Posted by Julie in : Random Insanity, Urban Family , trackback

From an email conversation Regan and I just had:

Regan: What is this country coming to, I ask ya?

Julie: It’s coming to JESUS, my friend. Come to Jesus.

Regan: Dude, I GO to church. Never ONE MENTION of anal sex OR sex toys. I’m thinking he’s OK with them. Seems like he spent most of his time pointing out the hypocrisies of the self-righteous religious leaders of the day. hmmmm…..interesting….

Julie: Did I say GO to Jesus? No. I said COME to Jesus. Big difference. Huge. And they did not have vibration technology when Jesus was around. Hence the lack of sex toys in the Bible. But there ARE mentions of anal sex. Remember Sodom and Gommorah?

Regan: That’s OLD Testament shit. And I think Mary Magdalene probably made use of a conveniently shaped and carefully smoothened olive branch on occasion. That’s in “bible outtakes” at the end.
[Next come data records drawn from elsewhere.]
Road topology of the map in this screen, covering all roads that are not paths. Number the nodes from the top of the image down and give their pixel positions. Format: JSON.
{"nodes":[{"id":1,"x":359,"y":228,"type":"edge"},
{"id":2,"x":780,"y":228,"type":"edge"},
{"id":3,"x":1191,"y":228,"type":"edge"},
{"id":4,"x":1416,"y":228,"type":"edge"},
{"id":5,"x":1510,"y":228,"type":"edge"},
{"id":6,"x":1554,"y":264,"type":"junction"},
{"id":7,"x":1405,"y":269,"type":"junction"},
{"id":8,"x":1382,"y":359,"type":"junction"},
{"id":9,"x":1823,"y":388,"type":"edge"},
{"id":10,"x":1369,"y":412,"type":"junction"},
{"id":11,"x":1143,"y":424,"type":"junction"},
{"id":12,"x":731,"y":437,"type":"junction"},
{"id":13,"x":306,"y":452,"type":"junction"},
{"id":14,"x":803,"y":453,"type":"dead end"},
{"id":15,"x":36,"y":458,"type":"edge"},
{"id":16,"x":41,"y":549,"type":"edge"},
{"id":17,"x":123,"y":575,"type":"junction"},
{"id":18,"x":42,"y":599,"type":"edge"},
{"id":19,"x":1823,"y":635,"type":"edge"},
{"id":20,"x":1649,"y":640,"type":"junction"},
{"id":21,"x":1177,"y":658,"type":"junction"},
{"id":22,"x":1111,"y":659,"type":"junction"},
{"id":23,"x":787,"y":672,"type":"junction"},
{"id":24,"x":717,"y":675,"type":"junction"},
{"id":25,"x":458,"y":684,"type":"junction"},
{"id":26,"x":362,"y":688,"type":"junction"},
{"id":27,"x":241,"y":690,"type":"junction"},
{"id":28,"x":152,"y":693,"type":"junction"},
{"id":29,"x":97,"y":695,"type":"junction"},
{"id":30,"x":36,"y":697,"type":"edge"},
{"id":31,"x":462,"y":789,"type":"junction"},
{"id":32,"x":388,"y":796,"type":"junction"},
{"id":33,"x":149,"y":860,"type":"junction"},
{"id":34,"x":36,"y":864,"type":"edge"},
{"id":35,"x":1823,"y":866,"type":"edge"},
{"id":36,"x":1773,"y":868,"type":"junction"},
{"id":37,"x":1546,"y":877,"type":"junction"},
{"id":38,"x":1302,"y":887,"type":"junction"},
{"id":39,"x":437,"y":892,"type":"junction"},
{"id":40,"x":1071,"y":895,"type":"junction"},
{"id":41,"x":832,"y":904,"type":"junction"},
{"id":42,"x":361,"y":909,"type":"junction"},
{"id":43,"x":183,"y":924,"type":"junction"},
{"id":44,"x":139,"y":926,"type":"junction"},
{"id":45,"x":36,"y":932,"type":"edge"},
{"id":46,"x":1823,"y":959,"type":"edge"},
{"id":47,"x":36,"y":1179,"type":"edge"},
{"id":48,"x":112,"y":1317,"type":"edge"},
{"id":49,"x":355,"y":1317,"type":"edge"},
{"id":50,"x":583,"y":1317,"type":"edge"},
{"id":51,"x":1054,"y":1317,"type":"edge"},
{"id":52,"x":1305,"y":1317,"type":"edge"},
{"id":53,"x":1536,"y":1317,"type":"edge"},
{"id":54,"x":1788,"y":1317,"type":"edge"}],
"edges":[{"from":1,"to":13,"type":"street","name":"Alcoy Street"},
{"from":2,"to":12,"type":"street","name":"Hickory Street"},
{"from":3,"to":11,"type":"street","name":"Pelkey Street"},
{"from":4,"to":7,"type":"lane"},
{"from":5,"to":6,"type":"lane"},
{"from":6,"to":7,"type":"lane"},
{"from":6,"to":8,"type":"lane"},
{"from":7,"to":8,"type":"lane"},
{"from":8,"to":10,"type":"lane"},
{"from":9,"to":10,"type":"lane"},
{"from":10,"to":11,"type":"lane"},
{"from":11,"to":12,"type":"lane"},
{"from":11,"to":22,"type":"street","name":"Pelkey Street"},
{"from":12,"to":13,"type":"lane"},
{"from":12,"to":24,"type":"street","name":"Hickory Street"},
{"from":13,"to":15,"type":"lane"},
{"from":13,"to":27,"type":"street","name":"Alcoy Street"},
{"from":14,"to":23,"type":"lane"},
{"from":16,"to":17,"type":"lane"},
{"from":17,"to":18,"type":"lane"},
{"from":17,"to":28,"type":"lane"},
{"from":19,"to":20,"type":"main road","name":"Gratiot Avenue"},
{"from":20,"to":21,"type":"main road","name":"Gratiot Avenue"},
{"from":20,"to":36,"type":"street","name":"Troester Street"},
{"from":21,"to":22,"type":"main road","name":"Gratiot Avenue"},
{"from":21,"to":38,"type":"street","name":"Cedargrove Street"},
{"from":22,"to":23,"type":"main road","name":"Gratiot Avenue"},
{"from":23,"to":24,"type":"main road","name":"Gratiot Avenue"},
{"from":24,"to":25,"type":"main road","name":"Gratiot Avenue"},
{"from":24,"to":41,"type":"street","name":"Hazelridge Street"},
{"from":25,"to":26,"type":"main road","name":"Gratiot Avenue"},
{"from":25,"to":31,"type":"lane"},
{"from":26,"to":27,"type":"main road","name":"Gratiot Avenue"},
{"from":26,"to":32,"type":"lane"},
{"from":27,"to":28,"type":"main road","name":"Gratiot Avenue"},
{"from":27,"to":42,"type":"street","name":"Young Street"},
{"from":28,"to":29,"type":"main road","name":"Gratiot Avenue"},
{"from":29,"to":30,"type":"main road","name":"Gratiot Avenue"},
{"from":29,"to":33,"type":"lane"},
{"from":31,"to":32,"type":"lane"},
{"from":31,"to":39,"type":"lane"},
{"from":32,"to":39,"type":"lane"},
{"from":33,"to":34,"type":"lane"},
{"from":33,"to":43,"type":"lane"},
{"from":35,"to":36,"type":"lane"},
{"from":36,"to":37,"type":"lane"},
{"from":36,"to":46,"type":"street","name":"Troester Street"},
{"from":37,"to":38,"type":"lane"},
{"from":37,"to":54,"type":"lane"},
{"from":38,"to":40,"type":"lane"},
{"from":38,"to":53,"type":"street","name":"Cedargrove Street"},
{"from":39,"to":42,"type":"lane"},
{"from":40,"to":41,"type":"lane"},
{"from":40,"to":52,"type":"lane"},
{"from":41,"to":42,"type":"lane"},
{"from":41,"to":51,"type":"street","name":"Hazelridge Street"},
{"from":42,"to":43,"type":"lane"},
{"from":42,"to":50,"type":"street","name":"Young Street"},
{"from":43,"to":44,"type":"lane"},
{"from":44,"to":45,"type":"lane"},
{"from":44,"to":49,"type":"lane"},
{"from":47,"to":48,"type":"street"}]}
Julie: What, you think they forgot about anal sex between the old testament and the new? Dude, those people lived a looooong time. I bet when Jesus was a boy there was some old guy sitting around the front stoop saying “Boy, you should’ve seen Sodom! Those guys knew how to part-AY!” That’s also in the Bible outtakes section. The Bible: As Re-Told By Julie and Regan.

Regan: Also featured n outtakes was when Judas gets hit in the crotch by a baseball. Then there’s the popular “Apostles Gone Wild” video series.

Julie: And the Last Supper Keg Stand.

Conclusion: We’re SO going to Hell.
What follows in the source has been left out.